### Work order
Return each line of the entries that holds the string "Herradura".

### Given entries
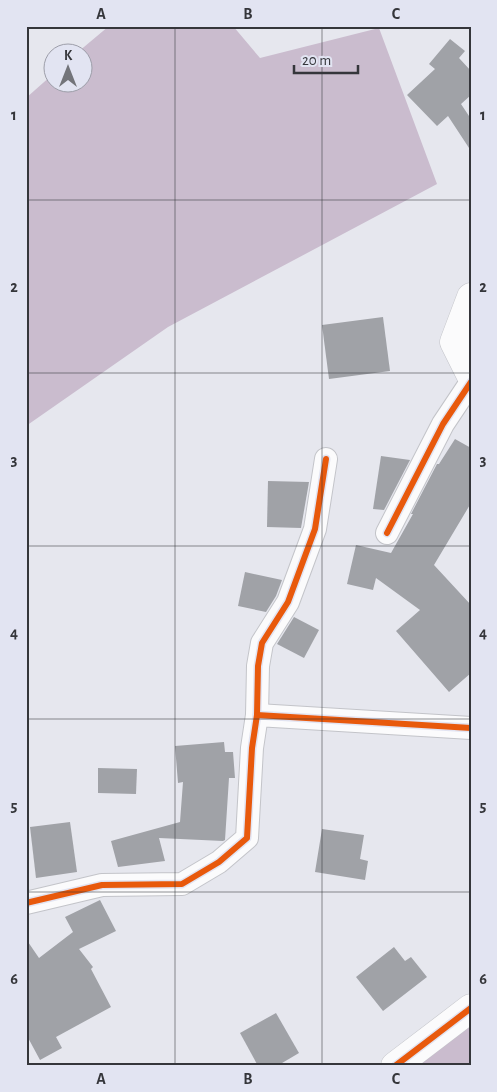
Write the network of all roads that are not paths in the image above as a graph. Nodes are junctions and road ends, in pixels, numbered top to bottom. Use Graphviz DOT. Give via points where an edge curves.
graph roads {
  1 [pos="471,297"];
  2 [pos="471,376"];
  3 [pos="471,382"];
  4 [pos="326,459"];
  5 [pos="387,533"];
  6 [pos="257,715"];
  7 [pos="471,728"];
  8 [pos="26,903"];
  9 [pos="471,1008"];
  10 [pos="395,1066"];
  1 -- 2 [label="street" via="454,342"];
  3 -- 5 [label="street" via="443,424"];
  4 -- 6 [label="street" via="315,529 288,602 262,642"];
  6 -- 7 [label="street"];
  6 -- 8 [label="street" via="247,838 219,862 182,884 102,886"];
  9 -- 10 [label="street"];
}
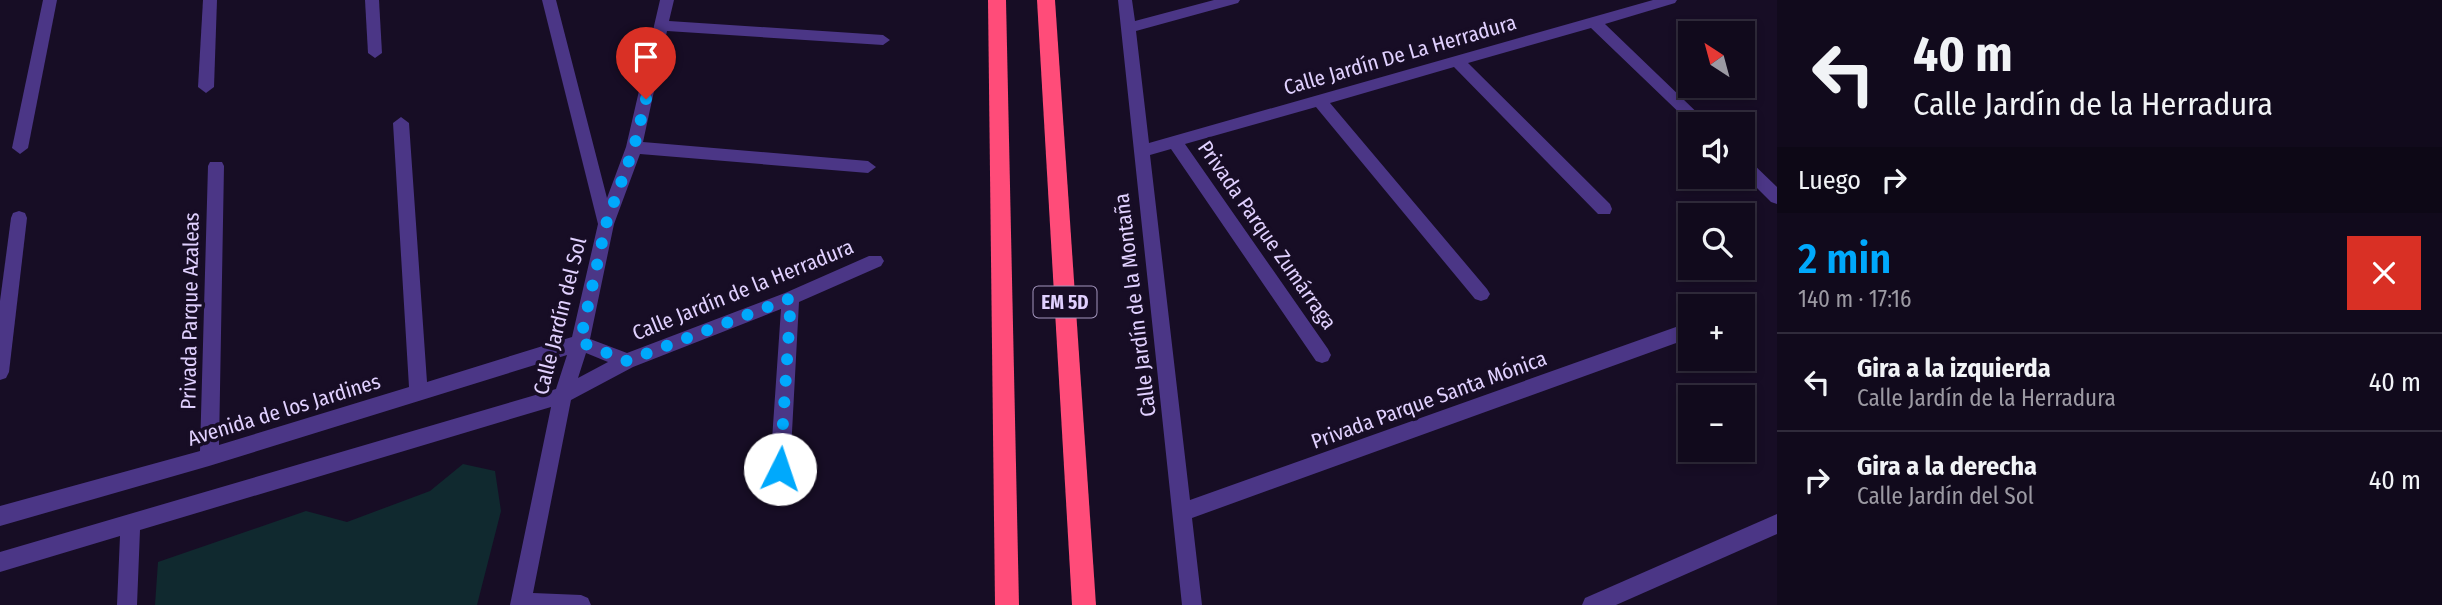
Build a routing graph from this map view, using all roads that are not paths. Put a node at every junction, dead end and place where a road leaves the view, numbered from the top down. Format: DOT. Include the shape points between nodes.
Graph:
graph roads {
  1 [pos="50,0"];
  2 [pos="210,0"];
  3 [pos="372,0"];
  4 [pos="549,0"];
  5 [pos="667,0"];
  6 [pos="997,0"];
  7 [pos="1046,0"];
  8 [pos="1125,0"];
  9 [pos="1233,0"];
  10 [pos="1670,0"];
  11 [pos="1594,22"];
  12 [pos="663,26"];
  13 [pos="1128,28"];
  14 [pos="883,40"];
  15 [pos="375,53"];
  16 [pos="1457,61"];
  17 [pos="206,86"];
  18 [pos="1319,100"];
  19 [pos="1688,112"];
  20 [pos="401,123"];
  21 [pos="1174,141"];
  22 [pos="634,147"];
  23 [pos="20,148"];
  24 [pos="1140,151"];
  25 [pos="216,166"];
  26 [pos="868,167"];
  27 [pos="1755,176"];
  28 [pos="1777,197"];
  29 [pos="1604,209"];
  30 [pos="19,218"];
  31 [pos="606,224"];
  32 [pos="875,261"];
  33 [pos="1481,294"];
  34 [pos="791,298"];
  35 [pos="1678,334"];
  36 [pos="580,342"];
  37 [pos="1322,355"];
  38 [pos="627,361"];
  39 [pos="0,372"];
  40 [pos="419,394"];
  41 [pos="563,395"];
  42 [pos="209,457"];
  43 [pos="780,469"];
  44 [pos="1182,512"];
  45 [pos="0,516"];
  46 [pos="1777,524"];
  47 [pos="130,526"];
  48 [pos="0,562"];
  49 [pos="520,604"];
  50 [pos="127,605"];
  51 [pos="581,605"];
  52 [pos="1007,605"];
  53 [pos="1084,605"];
  54 [pos="1192,605"];
  55 [pos="1592,605"];
  1 -- 23 [label="street"];
  2 -- 17 [label="street"];
  3 -- 15 [label="street"];
  4 -- 31 [label="street"];
  5 -- 12 [label="street, Calle Jardín del Sol"];
  6 -- 52 [label="highway, EM 5D"];
  7 -- 53 [label="highway, EM 5D"];
  8 -- 13 [label="street, Calle Jardín de la Montaña"];
  9 -- 13 [label="street"];
  10 -- 11 [label="street, Calle Jardín De La Herradura"];
  11 -- 16 [label="street, Calle Jardín De La Herradura"];
  11 -- 19 [label="street"];
  12 -- 14 [label="street"];
  12 -- 22 [label="street, Calle Jardín del Sol"];
  13 -- 24 [label="street, Calle Jardín de la Montaña"];
  16 -- 18 [label="street, Calle Jardín De La Herradura"];
  16 -- 29 [label="street"];
  18 -- 21 [label="street, Calle Jardín De La Herradura"];
  18 -- 33 [label="street"];
  20 -- 40 [label="street"];
  21 -- 24 [label="street, Calle Jardín De La Herradura"];
  21 -- 37 [label="street, Privada Parque Zumárraga"];
  22 -- 26 [label="street"];
  22 -- 31 [label="street, Calle Jardín del Sol"];
  24 -- 44 [label="street, Calle Jardín de la Montaña"];
  25 -- 42 [label="street, Privada Parque Azaleas"];
  27 -- 28 [label="street"];
  30 -- 39 [label="street"];
  31 -- 36 [label="street, Calle Jardín del Sol"];
  32 -- 34 [label="street, Calle Jardín de la Herradura"];
  34 -- 38 [label="street, Calle Jardín de la Herradura"];
  34 -- 43 [label="street"];
  35 -- 44 [label="street, Privada Parque Santa Mónica"];
  36 -- 38 [label="street, Calle Jardín de la Herradura"];
  36 -- 40 [label="street, Avenida de los Jardines"];
  36 -- 41 [label="street, Calle Jardín del Sol"];
  38 -- 41 [label="street, Calle Jardín de la Herradura"];
  40 -- 42 [label="street, Avenida de los Jardines"];
  41 -- 47 [label="street"];
  41 -- 49 [label="street, Calle Jardín del Sol"];
  42 -- 45 [label="street, Avenida de los Jardines"];
  44 -- 54 [label="street, Calle Jardín de la Montaña"];
  46 -- 55 [label="street"];
  47 -- 48 [label="street"];
  47 -- 50 [label="street"];
  49 -- 51 [label="street"];
}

### Result of the task
  10 -- 11 [label="street, Calle Jardín De La Herradura"];
  11 -- 16 [label="street, Calle Jardín De La Herradura"];
  16 -- 18 [label="street, Calle Jardín De La Herradura"];
  18 -- 21 [label="street, Calle Jardín De La Herradura"];
  21 -- 24 [label="street, Calle Jardín De La Herradura"];
  32 -- 34 [label="street, Calle Jardín de la Herradura"];
  34 -- 38 [label="street, Calle Jardín de la Herradura"];
  36 -- 38 [label="street, Calle Jardín de la Herradura"];
  38 -- 41 [label="street, Calle Jardín de la Herradura"];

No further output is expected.